DEVA Partisi Genel Başkanı Ali Babacan; KRT TV’de, Uyanma Vakti programında Savaş Kerimoğlu’nun sorularını yanıtladı.
Babacan, şunları söyledi:
‘EDEPSİZ, AHLAKSIZ OLAN İFADELERİN ŞUBE MÜDÜRÜ TARAFINDAN KULLANILMASI, KABUL EDİLEBİLİR BİR ŞEY DEĞİL’
Burada çok büyük bir edep dışı, ahlak dışı bir vaka ile karşı karşıyayız.

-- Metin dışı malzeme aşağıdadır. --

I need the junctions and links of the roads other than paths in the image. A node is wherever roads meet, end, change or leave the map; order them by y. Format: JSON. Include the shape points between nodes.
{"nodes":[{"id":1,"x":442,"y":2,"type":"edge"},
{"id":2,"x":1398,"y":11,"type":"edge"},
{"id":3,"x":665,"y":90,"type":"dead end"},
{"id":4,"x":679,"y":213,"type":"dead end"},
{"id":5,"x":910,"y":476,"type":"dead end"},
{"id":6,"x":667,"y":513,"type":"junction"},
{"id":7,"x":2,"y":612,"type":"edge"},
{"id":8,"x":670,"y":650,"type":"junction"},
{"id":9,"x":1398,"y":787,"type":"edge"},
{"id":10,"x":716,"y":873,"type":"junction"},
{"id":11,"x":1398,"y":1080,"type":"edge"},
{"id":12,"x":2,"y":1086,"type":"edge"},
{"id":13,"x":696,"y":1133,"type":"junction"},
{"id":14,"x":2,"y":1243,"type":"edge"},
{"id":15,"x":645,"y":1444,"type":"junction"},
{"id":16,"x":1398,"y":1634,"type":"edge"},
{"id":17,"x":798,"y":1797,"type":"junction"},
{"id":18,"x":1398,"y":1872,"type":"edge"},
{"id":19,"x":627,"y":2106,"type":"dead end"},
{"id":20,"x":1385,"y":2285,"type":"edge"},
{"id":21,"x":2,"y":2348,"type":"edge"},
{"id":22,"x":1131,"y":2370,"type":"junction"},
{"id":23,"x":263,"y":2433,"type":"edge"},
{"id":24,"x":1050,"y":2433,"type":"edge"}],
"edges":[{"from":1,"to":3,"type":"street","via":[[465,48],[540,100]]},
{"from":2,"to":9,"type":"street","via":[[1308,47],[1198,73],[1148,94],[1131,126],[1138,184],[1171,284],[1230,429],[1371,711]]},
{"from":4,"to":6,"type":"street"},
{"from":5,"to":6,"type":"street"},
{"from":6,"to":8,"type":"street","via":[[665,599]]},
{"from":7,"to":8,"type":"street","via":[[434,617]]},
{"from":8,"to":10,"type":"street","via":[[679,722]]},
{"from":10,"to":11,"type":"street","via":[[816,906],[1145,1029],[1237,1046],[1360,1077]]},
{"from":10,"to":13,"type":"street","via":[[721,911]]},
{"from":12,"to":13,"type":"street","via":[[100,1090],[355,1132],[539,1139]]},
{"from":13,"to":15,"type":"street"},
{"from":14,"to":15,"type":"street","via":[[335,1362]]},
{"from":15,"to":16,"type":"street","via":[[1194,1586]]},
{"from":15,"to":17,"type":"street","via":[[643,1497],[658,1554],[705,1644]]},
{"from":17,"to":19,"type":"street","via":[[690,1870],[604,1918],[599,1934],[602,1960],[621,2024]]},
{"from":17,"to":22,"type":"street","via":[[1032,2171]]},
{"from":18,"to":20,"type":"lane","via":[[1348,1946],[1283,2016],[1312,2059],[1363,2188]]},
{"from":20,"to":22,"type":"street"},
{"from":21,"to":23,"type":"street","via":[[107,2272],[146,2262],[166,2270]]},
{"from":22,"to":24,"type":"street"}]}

Bırakın bir milletvekilini bırakın vatandaşlarımızın oyuyla seçilmiş bir milletvekilini, bu ülkenin herhangi bir vatandaşına karşı kullanılması son derece yanlış edepsiz, ahlaksız olan ifadelerin bir polis memuru tarafından üstelik Şube Müdürü olduğunu anladığımız bir insan tarafından kullanılması, kabul edilebilir bir şey değil. Yani ülkemiz adına gerçekten utanç verici bir tablo ile karşı karşıyayız. Aynı zamanda yapılanlar hukuksuz… Devleti devlet yapan hukuktur. Buradaki sorun şu anda ülkeyi yöneten zihniyetin hukuk dışı bir alanda ülkeyi yönetiyor olması.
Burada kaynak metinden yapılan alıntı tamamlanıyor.